Aujourd'hui, Apple est valorisé en Bourse à plus de 600 milliards de dollars. Malgré la dilution de ses parts au fil du temps et de l’arrivée de nouveaux investisseurs, et même si on peut supposer qu’il aurait à ce jour quitté Apple, comme il le laisse entendre désormais, le troisième fondateur de la marque est donc peut-être passé à côté de millions de dollars, et d’une place plus grande dans l’histoire de l’informatique.
Le documentaire d'Arte consacré à Ron Wayne est à voir ici.
Pas de regrets
Pour autant, le principal intéressé ne regrette pas son choix. Il estime qu’avec ce qu’il savait à l’époque, il a opté pour le meilleur choix qui s’offrait à lui. Il avait d’ailleurs donné cette explication au San José Mercury News:
Si j’avais su que cela rendrait 300 personnes millionnaires en l’espace de quatre ans, je serais resté quatre ans. Mais après ça, je serais quand même parti
Ronald Wayne sur Facebook en février 2012
«Je ne perds pas mon temps à me sentir frustré à propos de choses qui n’ont pas marché. J’ai quitté Apple pour des raisons qui me semblaient bonnes à l’époque. Pourquoi devrais-je revenir en arrière et me dire: “Et si?” Si je le faisais, je serais dans un asile psychiatrique aujourd’hui.»

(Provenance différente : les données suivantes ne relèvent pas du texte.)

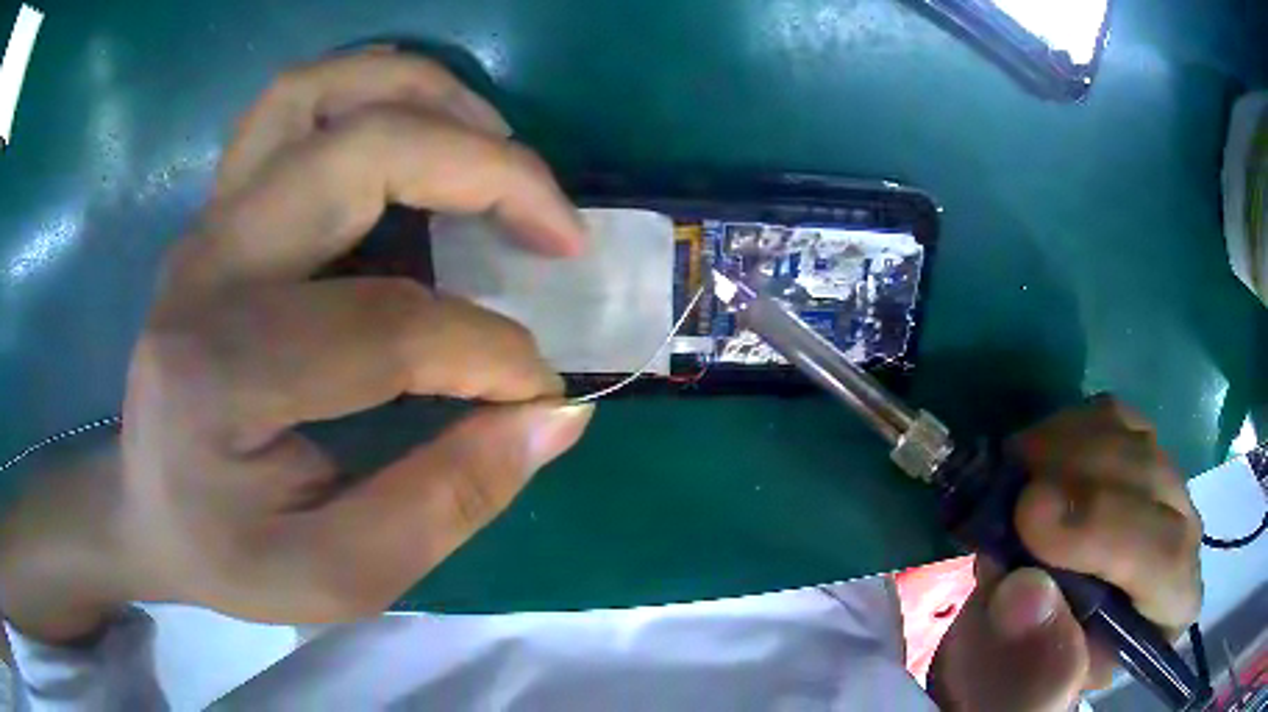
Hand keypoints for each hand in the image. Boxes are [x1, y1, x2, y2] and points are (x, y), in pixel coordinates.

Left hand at [0, 49, 593, 640]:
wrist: (145, 507)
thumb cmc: (229, 553)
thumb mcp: (338, 575)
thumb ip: (446, 502)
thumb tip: (557, 414)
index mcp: (218, 376)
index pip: (386, 328)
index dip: (492, 355)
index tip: (542, 393)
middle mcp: (207, 269)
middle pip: (361, 154)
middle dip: (489, 174)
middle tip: (559, 228)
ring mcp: (209, 222)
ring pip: (321, 92)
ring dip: (429, 97)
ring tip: (500, 150)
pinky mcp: (220, 208)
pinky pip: (295, 102)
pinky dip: (373, 86)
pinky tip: (425, 121)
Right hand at [928, 395, 1202, 710]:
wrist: (1017, 642)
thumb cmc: (1021, 680)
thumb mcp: (1018, 696)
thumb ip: (1032, 667)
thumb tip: (1025, 592)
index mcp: (1169, 612)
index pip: (1166, 557)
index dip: (1106, 530)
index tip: (1030, 520)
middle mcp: (1182, 542)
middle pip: (1153, 482)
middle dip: (1079, 483)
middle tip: (1009, 497)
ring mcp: (1162, 490)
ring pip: (1133, 439)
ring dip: (1066, 450)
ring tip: (1013, 484)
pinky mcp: (1134, 454)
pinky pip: (1113, 415)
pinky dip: (1067, 428)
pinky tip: (1035, 459)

Sur Facebook, en février 2012, il avait publié un court texte expliquant les raisons de son départ:
«Pour répliquer à ce qui a été écrit sur moi dans la presse jusque récemment, je n’ai pas perdu des milliards de dollars. Beaucoup de choses se sont passées entre 1976 et 2002. Apple a traversé beaucoup de périodes compliquées et beaucoup de gens se sont demandé si elle n’allait simplement pas mettre la clé sous la porte à différents moments de son histoire. J’ai peut-être perdu des dizaines de millions de dollars. Et honnêtement, entre vous et moi, ça m’a permis de grandir. Si j’avais su que cela rendrait 300 personnes millionnaires en l’espace de quatre ans, je serais resté quatre ans. Mais après ça, je serais quand même parti. Steve et Steve avaient leur projet. Ils voulaient changer le monde à leur façon. Je voulais changer le monde à ma façon.»
Carrière prolifique
Interrogé sur cet épisode par The Next Web, Ronald Wayne avait eu ces mots:
«J’aime l’argent autant que tout le monde, mais je peux dire ça: je suis parti et j’ai fait mon propre truc, je me suis amusé en le faisant, et en prenant la direction qui semblait appropriée à ce moment-là. Dans toute ma carrière, je n’ai jamais été riche, mais j’avais toujours de quoi manger. Et j’ai toujours complètement adoré ce que je faisais.»
Wired racontait en 2012 que Ronald Wayne, après sa courte expérience du côté d’Apple, a ensuite eu une carrière prolifique et très diversifiée. Il a d’abord atterri au laboratoire national de Lawrence Livermore, où il a notamment travaillé sur la construction d’une centrale nucléaire, avant de devenir ingénieur en chef dans une entreprise d’électronique et de finalement ouvrir une boutique de timbres. Le magazine indique qu’il possède une douzaine de brevets et qu’il est désormais à la retraite, à Pahrump, dans le Nevada. «De temps en temps, il se rend à Las Vegas et tente sa chance aux machines à sous.»